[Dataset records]
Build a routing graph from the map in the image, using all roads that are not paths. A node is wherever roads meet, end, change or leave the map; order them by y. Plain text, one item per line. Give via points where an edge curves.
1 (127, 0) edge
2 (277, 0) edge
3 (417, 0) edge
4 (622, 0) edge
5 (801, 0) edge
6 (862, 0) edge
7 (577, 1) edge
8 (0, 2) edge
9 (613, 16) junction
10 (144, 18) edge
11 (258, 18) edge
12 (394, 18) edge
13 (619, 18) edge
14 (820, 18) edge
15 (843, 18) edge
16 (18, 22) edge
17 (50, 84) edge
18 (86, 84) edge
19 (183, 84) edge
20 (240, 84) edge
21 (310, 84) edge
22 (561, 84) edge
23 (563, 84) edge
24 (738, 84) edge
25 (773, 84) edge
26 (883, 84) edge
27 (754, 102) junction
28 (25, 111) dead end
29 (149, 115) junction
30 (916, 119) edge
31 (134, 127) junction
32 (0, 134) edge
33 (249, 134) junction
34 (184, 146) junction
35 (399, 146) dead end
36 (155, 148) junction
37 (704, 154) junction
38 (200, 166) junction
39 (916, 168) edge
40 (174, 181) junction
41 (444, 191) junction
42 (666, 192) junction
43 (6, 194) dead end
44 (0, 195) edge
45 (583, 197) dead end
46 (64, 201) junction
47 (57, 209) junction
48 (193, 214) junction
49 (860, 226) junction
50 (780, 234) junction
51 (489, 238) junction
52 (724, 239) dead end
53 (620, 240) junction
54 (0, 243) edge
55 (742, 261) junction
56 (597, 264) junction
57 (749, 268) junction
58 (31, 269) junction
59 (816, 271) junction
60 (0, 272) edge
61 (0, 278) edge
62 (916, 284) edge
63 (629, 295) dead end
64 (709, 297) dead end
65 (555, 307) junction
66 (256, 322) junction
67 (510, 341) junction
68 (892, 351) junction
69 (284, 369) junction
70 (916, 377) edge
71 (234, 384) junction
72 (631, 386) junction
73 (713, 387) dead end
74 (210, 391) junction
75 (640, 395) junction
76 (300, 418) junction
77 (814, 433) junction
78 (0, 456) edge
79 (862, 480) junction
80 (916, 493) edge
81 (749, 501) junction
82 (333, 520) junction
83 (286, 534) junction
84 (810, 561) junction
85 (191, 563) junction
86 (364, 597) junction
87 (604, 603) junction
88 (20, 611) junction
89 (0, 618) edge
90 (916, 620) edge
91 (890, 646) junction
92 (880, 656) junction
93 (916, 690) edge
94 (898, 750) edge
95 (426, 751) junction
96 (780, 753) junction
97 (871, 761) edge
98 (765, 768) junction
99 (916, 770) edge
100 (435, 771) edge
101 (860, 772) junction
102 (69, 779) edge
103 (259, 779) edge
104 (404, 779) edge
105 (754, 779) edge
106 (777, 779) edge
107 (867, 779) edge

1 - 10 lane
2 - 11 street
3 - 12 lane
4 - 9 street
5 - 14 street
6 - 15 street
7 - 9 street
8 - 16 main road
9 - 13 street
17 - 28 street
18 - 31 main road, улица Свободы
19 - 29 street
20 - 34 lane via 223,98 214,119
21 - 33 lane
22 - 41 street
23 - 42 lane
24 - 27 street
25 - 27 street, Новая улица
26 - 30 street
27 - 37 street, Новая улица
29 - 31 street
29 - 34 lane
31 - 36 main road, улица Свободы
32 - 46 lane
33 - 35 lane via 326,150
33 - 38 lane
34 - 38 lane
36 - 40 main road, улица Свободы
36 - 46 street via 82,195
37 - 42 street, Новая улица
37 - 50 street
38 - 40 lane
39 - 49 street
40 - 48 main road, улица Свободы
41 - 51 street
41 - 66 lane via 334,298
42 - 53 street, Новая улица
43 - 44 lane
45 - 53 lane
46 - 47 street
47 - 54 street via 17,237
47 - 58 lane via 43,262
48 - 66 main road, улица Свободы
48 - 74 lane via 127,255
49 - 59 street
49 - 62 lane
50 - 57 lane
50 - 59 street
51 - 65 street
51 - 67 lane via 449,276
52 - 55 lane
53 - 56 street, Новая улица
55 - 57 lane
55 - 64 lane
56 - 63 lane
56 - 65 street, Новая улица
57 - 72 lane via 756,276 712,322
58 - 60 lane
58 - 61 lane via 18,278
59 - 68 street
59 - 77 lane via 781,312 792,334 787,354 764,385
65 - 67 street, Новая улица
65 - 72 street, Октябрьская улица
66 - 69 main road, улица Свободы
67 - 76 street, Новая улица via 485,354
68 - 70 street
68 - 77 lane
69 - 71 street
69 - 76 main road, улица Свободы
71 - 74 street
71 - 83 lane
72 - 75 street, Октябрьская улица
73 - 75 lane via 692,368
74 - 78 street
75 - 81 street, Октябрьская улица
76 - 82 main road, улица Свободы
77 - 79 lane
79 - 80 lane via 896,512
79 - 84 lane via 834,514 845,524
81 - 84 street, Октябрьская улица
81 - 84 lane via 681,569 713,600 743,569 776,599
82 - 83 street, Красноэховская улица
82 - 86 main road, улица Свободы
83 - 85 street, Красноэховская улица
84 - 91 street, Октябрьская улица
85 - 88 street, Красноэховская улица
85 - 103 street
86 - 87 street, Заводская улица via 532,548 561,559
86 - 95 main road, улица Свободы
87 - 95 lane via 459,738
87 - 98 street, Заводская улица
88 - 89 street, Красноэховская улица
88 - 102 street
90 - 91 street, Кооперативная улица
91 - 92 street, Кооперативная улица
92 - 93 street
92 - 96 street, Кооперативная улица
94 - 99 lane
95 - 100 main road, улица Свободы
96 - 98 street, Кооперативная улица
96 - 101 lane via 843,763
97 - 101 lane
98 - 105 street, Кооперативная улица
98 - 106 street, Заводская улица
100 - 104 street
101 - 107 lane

**Exercise directions:** Find and copy each line above holding "main".

**Result of this task:**
8 - 16 main road
18 - 31 main road, улица Свободы
31 - 36 main road, улица Свободы
36 - 40 main road, улица Свободы
40 - 48 main road, улица Свободы
48 - 66 main road, улица Свободы
66 - 69 main road, улица Свободы
69 - 76 main road, улица Свободы
76 - 82 main road, улица Свободы
82 - 86 main road, улица Свободы
86 - 95 main road, улица Свободы
95 - 100 main road, улица Свободы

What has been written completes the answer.